なぜ自分がこんなことをしているのか、なぜ立ち上がらないのか、それは自分のせいで誰かが傷つき倒れていくのが怖いから、自分が死屍谷累、敵に怯えているからだ。
「…まさか弟子にそんなこと言われる日がやってくるとはなぁ…もう一度、かかってこい!」
夜真砥は立ち上がりいつも通りの笑顔を見せた。
「はい!」
「ちょっと待ったー!」
「さすがに本気の夜真砥をティナちゃんが相手したら」
「死にますよ。お兄様だから」
「この終夜が相手になろう!」
「この咲夜が相手になります!」
気がつけば闘技場に侍共が集まり、闘技場に終夜と咲夜が木刀を持って立っていた。
「上等だ!こい!」
二人は左右に別れて挟み撃ちにする。
だが夜真砥はティナから木刀を受け取り木刀を二本にして腕を交差させて攻撃を受け止めて力を抜いて二人のバランスを崩して刀身に攻撃を叩き込み木刀を落とさせた。
「さすがお兄様、お強いです」
「いつもの夜真砥に戻ったな」
「ああ、ただいま。もう、迷ったりはしない」
さあ、ここから反撃だ!
…でも、どうしたらあいつに勝てるんだ?
あのからくりがようわからないし。
「と考えているところ朗報があります」
「心!まさか奴らの弱点がわかるのか!?」
「まあ、そんなところです。ここではあれですので夜真砥様の部屋でお話ししましょう。次期鬼神家当主も」
「儂も?」
てなわけで夜真砥は再び、自分の部屋に戻ってきました。
「間者が潜んでいるといけないので防音結界を張ります」
そんなに重要な話なのか?
俺と月夜とティナそして朧だけに話すなんて。
「ヤバい話なのか?」
「ええ、いろいろとあなた達の昔のことで」
昔のこと?
ああ、なるほどやはりバレていたか。
「二大英雄、夜暁様、百鬼様」
「な、なんこことかかかな」
おいおい、いかにも隠し事しているみたいな口振りになってるぞ!
「隠す必要はない。心を覗いたな?」
「ちょっとした弾みでたまたま」
たまたまでバレたのかよ!
「で、俺達の前世と何の関係があるんだ?」
「死屍谷累の正体です」
「奴の正体?」
「死屍谷累は彼のこの時代での名前、二千年前では」
「ちょっと待ってください!二千年前って二千年も生きることができるのですか!?」
「実例はないが可能だ」
可能なんだ…。
「話を戻します。二千年前では死屍谷累は死山結と名乗り、黄泉神に君臨していました」
死山…結だと…。
「もう一度言え」
「はい?」
「あの鬼の正体が何だと聞いてんのよ!」
「死屍谷累の正体は死山結という元黄泉神です」
「そんな…何で」
「理由を言え。何で奴が死山結なんだ」
夜真砥はまるで獲物に今すぐにでも食らいつくそうな竜のような恐ろしい目をしてそう言った。
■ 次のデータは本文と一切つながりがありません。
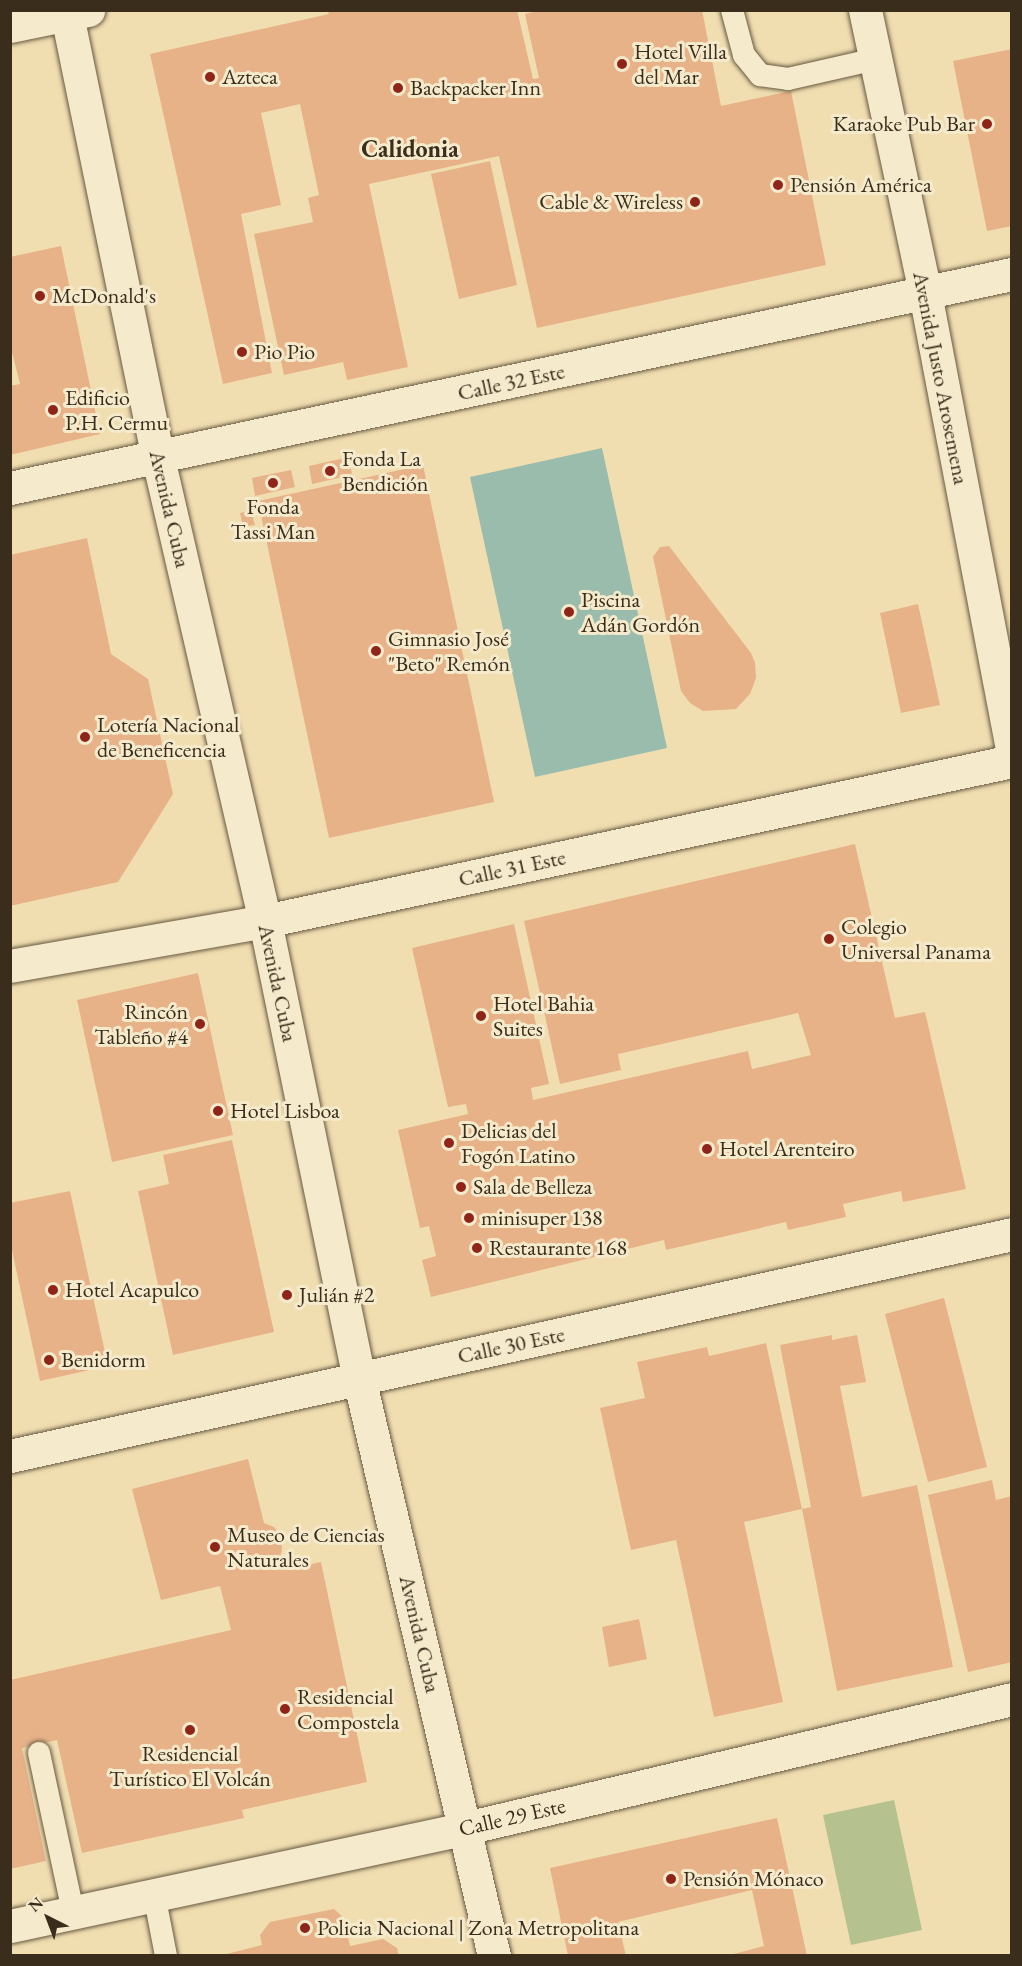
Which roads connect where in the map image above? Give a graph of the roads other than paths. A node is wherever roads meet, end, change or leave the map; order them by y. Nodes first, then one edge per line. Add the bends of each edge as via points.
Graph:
1 (732, 10) edge
2 (865, 10) edge
3 (73, 12) edge
4 (10, 26) edge
5 (876, 59) junction
6 (1011, 274) edge
7 (925, 293) junction
8 (158, 458) junction
9 (10, 488) edge
10 (1011, 747) edge
11 (1011, 761) edge
12 (265, 921) junction
13 (10, 966) edge
14 (1011, 1234) edge
15 (359, 1378) junction
16 (10, 1456) edge
17 (1011, 1699) edge
18 (39, 1754) dead end
19 (466, 1828) junction
20 (154, 1894) junction
21 (73, 1912) junction
22 (10, 1926) edge
23 (166, 1956) edge
24 (494, 1956) edge

1 - 5 lane via 744,55 760,75 788,79
2 - 5 street, Avenida Justo Arosemena
3 - 4 street
3 - 8 street, Avenida Cuba
5 - 7 street, Avenida Justo Arosemena
6 - 7 street, Calle 32 Este
7 - 8 street, Calle 32 Este
7 - 10 street, Avenida Justo Arosemena
8 - 9 street, Calle 32 Este
8 - 12 street, Avenida Cuba
11 - 12 street, Calle 31 Este
12 - 13 street, Calle 31 Este
12 - 15 street, Avenida Cuba
14 - 15 street, Calle 30 Este
15 - 16 street, Calle 30 Este
15 - 19 street, Avenida Cuba
17 - 19 street, Calle 29 Este
18 - 21 lane
19 - 20 street, Calle 29 Este
19 - 24 street, Avenida Cuba
20 - 21 street, Calle 29 Este
20 - 23 lane
21 - 22 street, Calle 29 Este

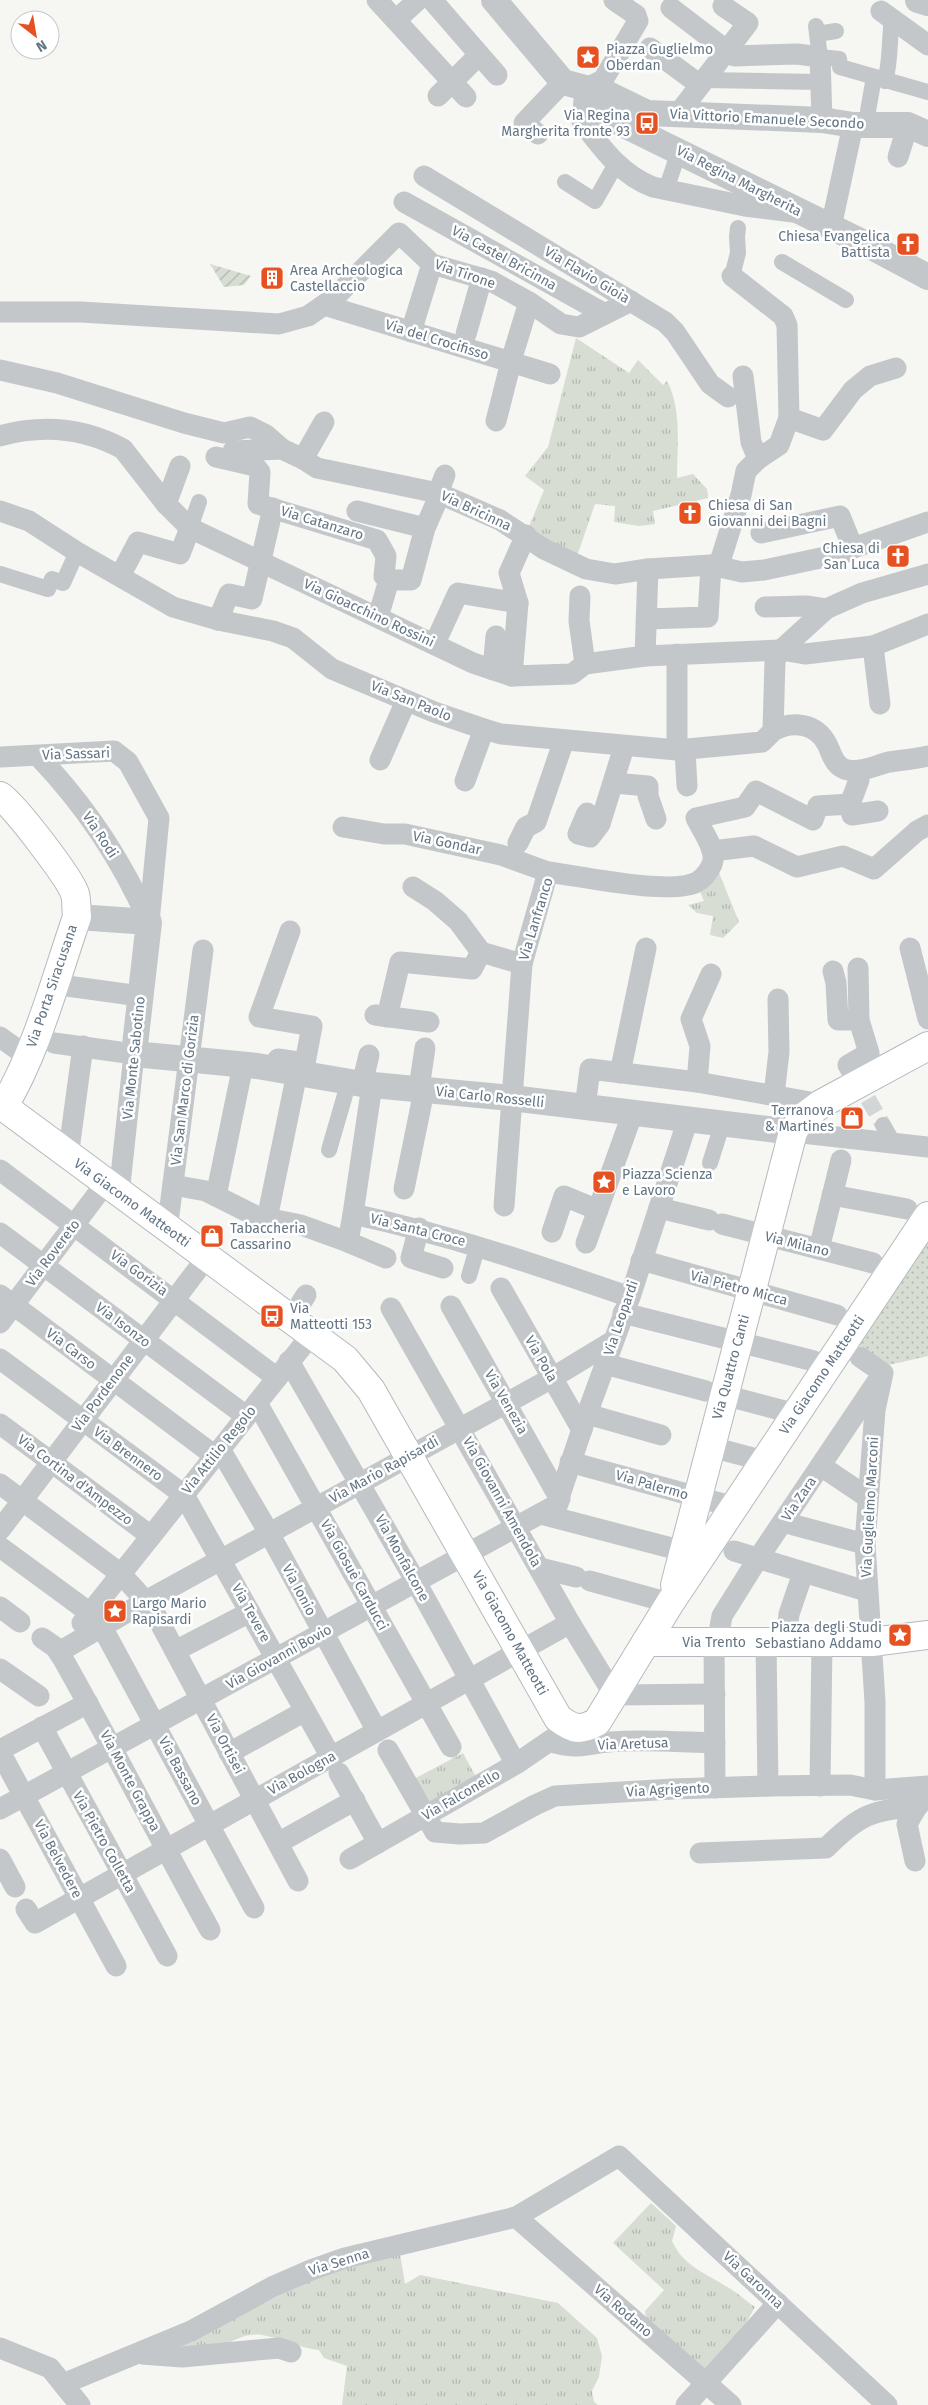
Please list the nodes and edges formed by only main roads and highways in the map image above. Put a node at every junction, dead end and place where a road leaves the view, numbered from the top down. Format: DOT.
graph roads {
  1 [pos="0,796"];
  2 [pos="928,1046"];
  3 [pos="1,1107"];
  4 [pos="918,1212"];
  5 [pos="670,1603"];
  6 [pos="928,1635"];
  7 [pos="646,1642"];
  1 -- 3 [label="main road, Via Porta Siracusana"];
  2 -- 5 [label="main road, Via Quattro Canti"];
  3 -- 7 [label="main road, Via Giacomo Matteotti"];
  4 -- 5 [label="main road, Via Giacomo Matteotti"];
  5 -- 7 [label="main road, Via Giacomo Matteotti"];
  6 -- 7 [label="main road, Via Trento"];
}
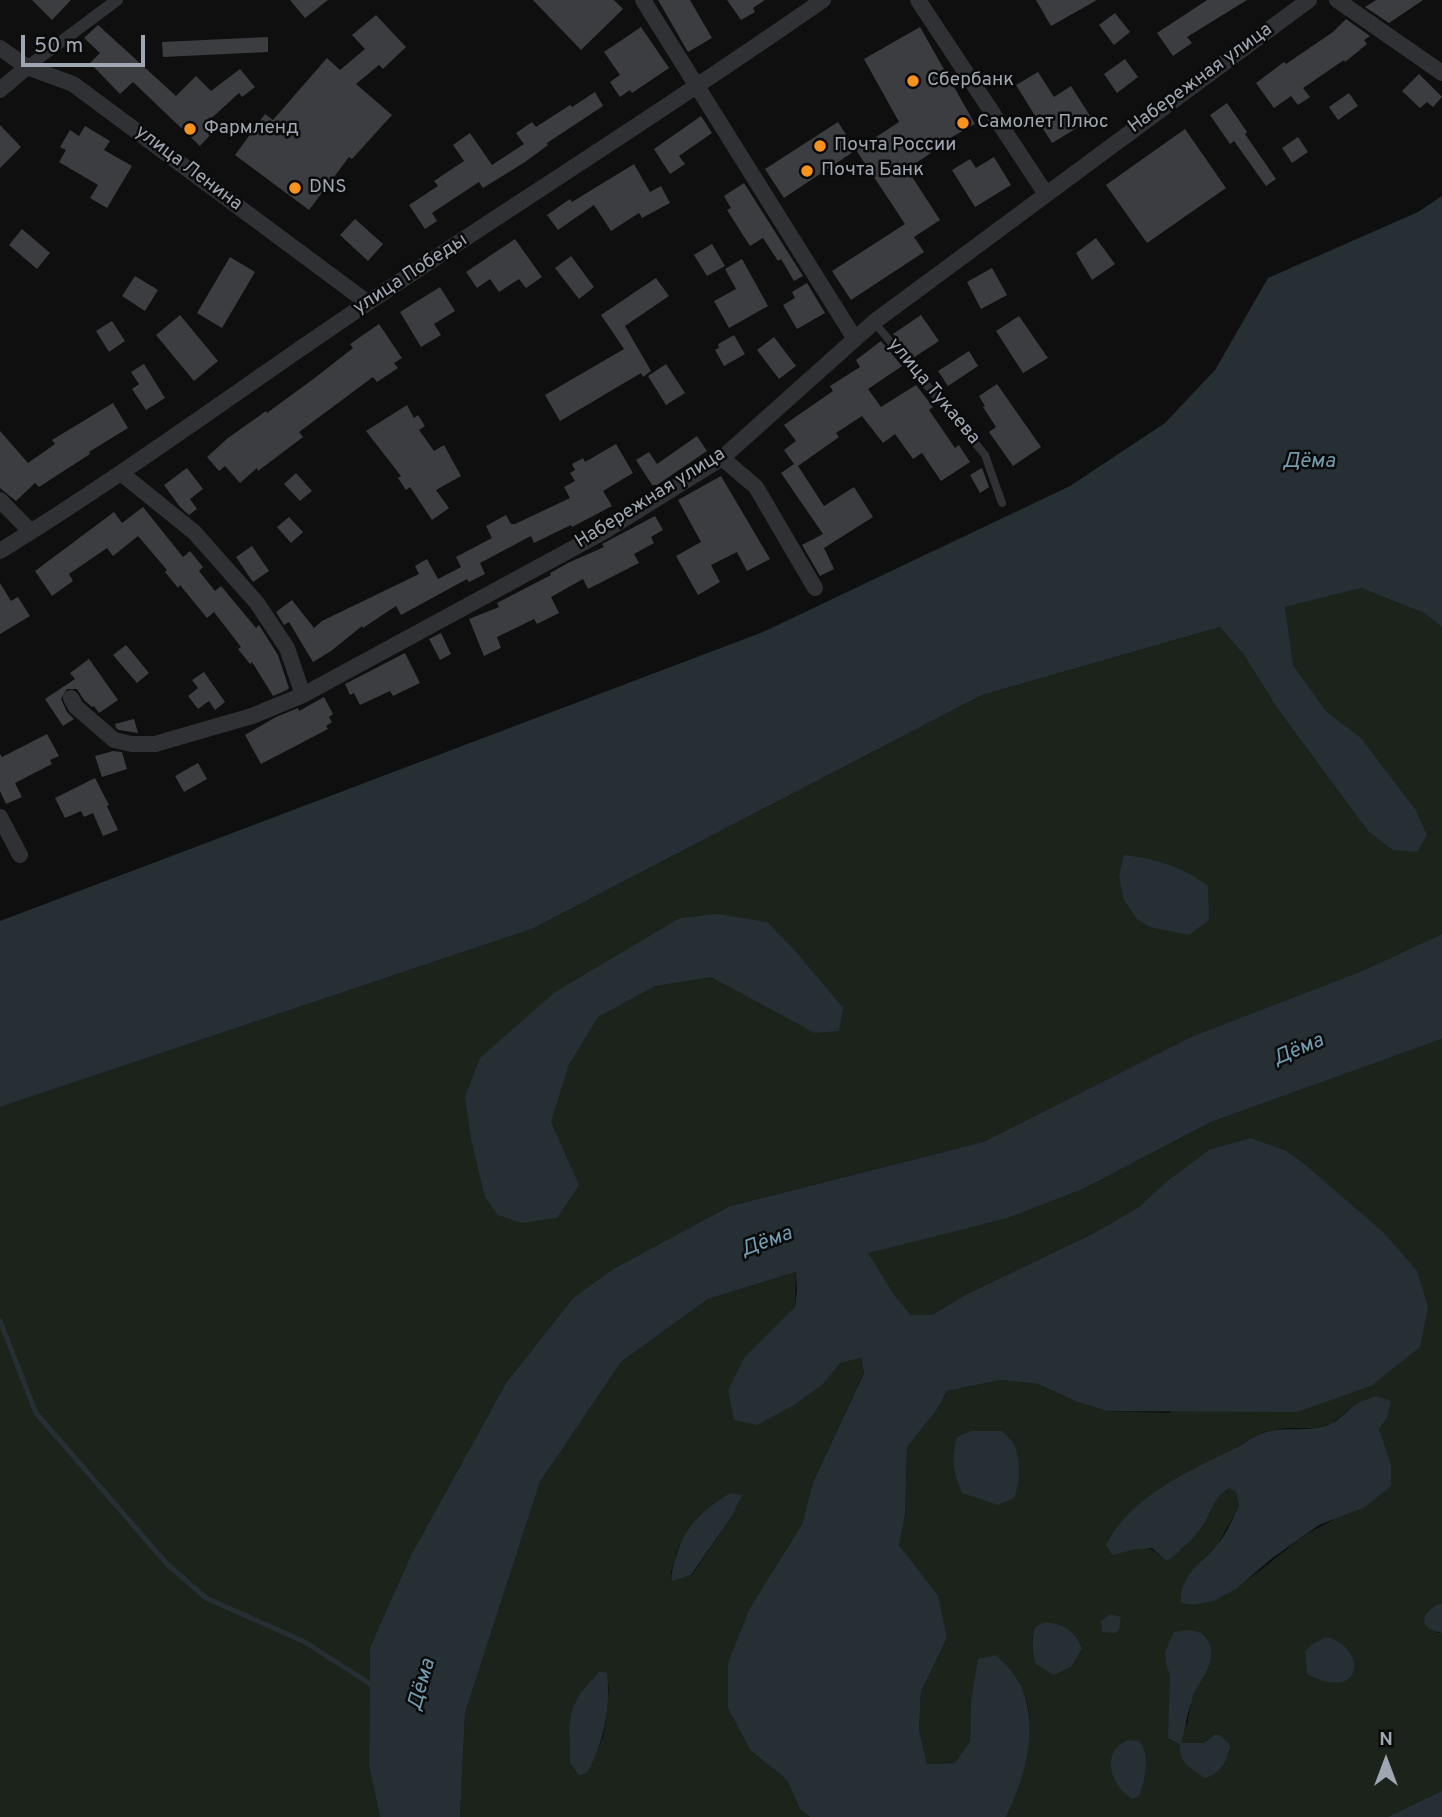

「ユニークスキル死を超越せし世界またの名をオーバーワールドの力です」
「そんなの聞いたことない」
俺は世界各国の文献をあさりいろんな情報を得ている。
だが先ほど心が言った死を超越せし世界は一度も見たことも聞いたこともない。
「はい、かなり古い文献にしか載っていないと思います。死を超越せし世界は無限に死者を復活させて操ったりする。まさに死後の世界の王のようなことができるユニークスキルです。それの真の力により奴は二千年以上生きているのです」
「真の力って何ですか?」
「ユニークスキル本来の力を発動させることだ。正式には目覚め、アウェイクニングと呼ばれている。で、死を超越せし世界のアウェイクニングはどんな力だ」
「自分を不死者にする力」
「ほう、だからあの時殺してもまだ生きてやがるのか」
「あの時?」
「死山結は二千年前の幼き夜暁がいた陣を壊滅させ夜暁の部下を殺した張本人、前世で殺したはずの仇よ!」
「そうだ。鮮血の薔薇を咲かせた奴だ」
幼き夜暁がいた日の本の陣とは鮮血の薔薇が咲いていたあそこです。
さて、仇がまだ生きていることを知った夜真砥はどうするのか不死者でたる死屍谷累をどう倒すのか!
それではまた次回の話で!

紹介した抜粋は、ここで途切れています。